DATA: Begin

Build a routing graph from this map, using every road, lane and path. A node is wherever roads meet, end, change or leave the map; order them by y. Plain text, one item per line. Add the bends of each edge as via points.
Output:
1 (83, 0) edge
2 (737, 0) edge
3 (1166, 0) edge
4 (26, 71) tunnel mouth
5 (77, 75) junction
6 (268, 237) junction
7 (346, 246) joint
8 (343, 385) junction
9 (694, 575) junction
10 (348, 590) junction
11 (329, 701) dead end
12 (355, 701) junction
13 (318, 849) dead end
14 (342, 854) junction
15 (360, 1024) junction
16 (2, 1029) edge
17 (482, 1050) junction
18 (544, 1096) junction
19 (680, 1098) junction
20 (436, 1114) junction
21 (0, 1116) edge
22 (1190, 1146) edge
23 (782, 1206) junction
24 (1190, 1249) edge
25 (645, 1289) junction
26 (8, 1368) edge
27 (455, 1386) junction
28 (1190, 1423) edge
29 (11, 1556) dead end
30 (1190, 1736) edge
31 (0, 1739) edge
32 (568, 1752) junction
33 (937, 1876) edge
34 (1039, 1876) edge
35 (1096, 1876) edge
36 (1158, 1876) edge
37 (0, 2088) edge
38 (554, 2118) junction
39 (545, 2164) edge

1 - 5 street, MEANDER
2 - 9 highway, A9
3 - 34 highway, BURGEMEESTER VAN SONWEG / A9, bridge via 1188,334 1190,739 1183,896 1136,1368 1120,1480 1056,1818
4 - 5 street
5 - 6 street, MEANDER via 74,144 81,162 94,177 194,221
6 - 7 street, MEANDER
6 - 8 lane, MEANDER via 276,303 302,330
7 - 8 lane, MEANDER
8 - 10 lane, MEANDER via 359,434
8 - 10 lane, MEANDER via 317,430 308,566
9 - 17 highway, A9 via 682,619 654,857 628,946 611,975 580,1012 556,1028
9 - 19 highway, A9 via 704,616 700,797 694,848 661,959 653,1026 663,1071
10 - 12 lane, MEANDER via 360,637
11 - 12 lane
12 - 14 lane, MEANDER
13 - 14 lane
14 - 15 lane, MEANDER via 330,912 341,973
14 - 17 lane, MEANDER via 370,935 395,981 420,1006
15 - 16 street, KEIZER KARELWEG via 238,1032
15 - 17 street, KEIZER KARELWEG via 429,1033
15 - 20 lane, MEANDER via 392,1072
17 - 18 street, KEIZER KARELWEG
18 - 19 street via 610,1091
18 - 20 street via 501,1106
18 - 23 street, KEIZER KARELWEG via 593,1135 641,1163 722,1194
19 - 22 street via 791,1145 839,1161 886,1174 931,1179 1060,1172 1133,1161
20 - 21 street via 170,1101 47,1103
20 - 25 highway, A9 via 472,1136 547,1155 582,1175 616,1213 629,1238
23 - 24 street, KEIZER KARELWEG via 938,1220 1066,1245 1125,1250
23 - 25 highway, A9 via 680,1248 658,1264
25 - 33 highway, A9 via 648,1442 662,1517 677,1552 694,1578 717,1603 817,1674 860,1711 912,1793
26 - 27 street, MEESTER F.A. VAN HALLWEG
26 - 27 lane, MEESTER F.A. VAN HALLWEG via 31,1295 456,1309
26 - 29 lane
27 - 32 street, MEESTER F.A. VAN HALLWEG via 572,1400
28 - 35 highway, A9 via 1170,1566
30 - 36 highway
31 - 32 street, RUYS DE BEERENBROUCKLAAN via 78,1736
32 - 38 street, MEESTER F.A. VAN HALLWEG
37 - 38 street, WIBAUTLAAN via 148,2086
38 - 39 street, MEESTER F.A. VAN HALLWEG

DATA: End

__DIRECTIONS FOR THIS TASK__
Search the data for "KARELWEG". Copy each line that has it.

__SOLUTION TO THIS EXERCISE__
15 - 16 street, KEIZER KARELWEG via 238,1032
15 - 17 street, KEIZER KARELWEG via 429,1033
17 - 18 street, KEIZER KARELWEG
18 - 23 street, KEIZER KARELWEG via 593,1135 641,1163 722,1194
23 - 24 street, KEIZER KARELWEG via 938,1220 1066,1245 1125,1250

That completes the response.